### Directions
Please output all of the entries exactly and omit any images they hold.

### Source data
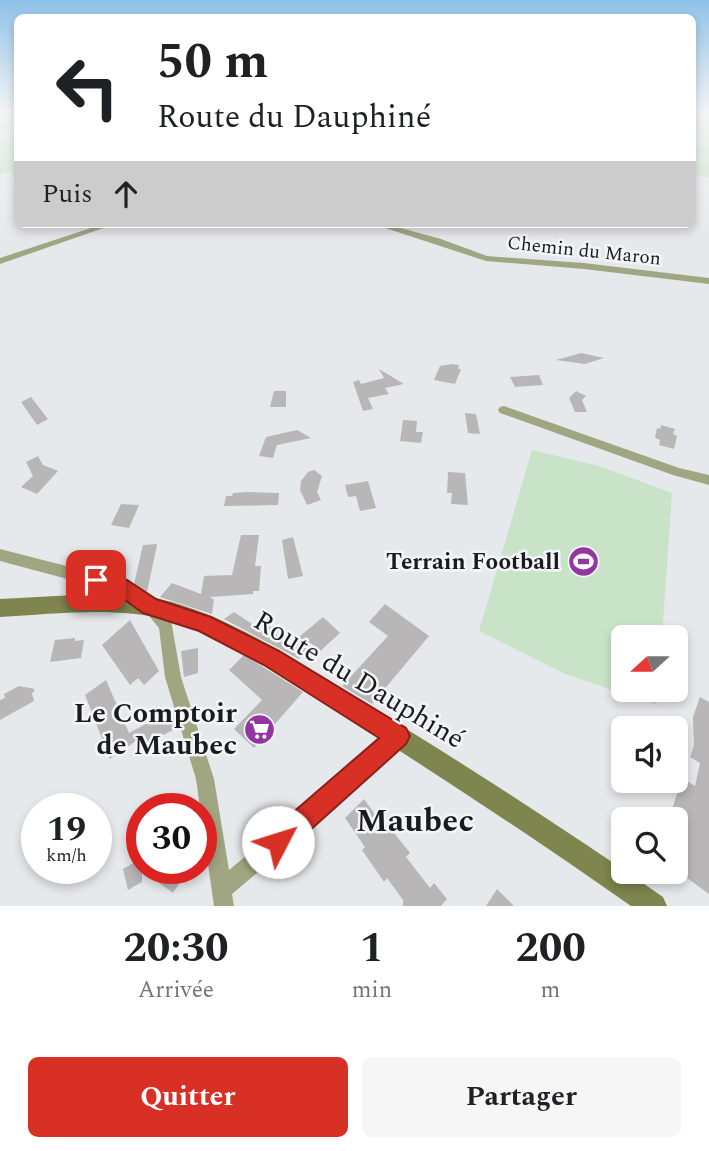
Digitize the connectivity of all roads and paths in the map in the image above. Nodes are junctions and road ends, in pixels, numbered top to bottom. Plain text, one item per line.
1 (99, 228) edge
2 (392, 228) edge
3 (0, 261) edge
4 (709, 281) edge
5 (504, 410) dead end
6 (709, 480) edge
7 (0, 555) edge
8 (150, 606) junction
9 (0, 608) edge
10 (398, 736) junction
11 (223, 898) edge
12 (654, 906) edge

1 - 3 street
2 - 4 street, Chemin du Maron
5 - 6 street
7 - 8 street
8 - 9 street, Route du Dauphiné
8 - 10 street, Route du Dauphiné
8 - 11 street
10 - 11 street
10 - 12 street, Route du Dauphiné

### Completed task
Digitize the connectivity of all roads and paths in the map in the image above. Nodes are junctions and road ends, in pixels, numbered top to bottom. Plain text, one item per line.
1 (99, 228) edge
2 (392, 228) edge
3 (0, 261) edge
4 (709, 281) edge
5 (504, 410) dead end
6 (709, 480) edge
7 (0, 555) edge
8 (150, 606) junction
9 (0, 608) edge
10 (398, 736) junction
11 (223, 898) edge
12 (654, 906) edge

1 - 3 street
2 - 4 street, Chemin du Maron
5 - 6 street
7 - 8 street
8 - 9 street, Route du Dauphiné
8 - 10 street, Route du Dauphiné
8 - 11 street
10 - 11 street
10 - 12 street, Route du Dauphiné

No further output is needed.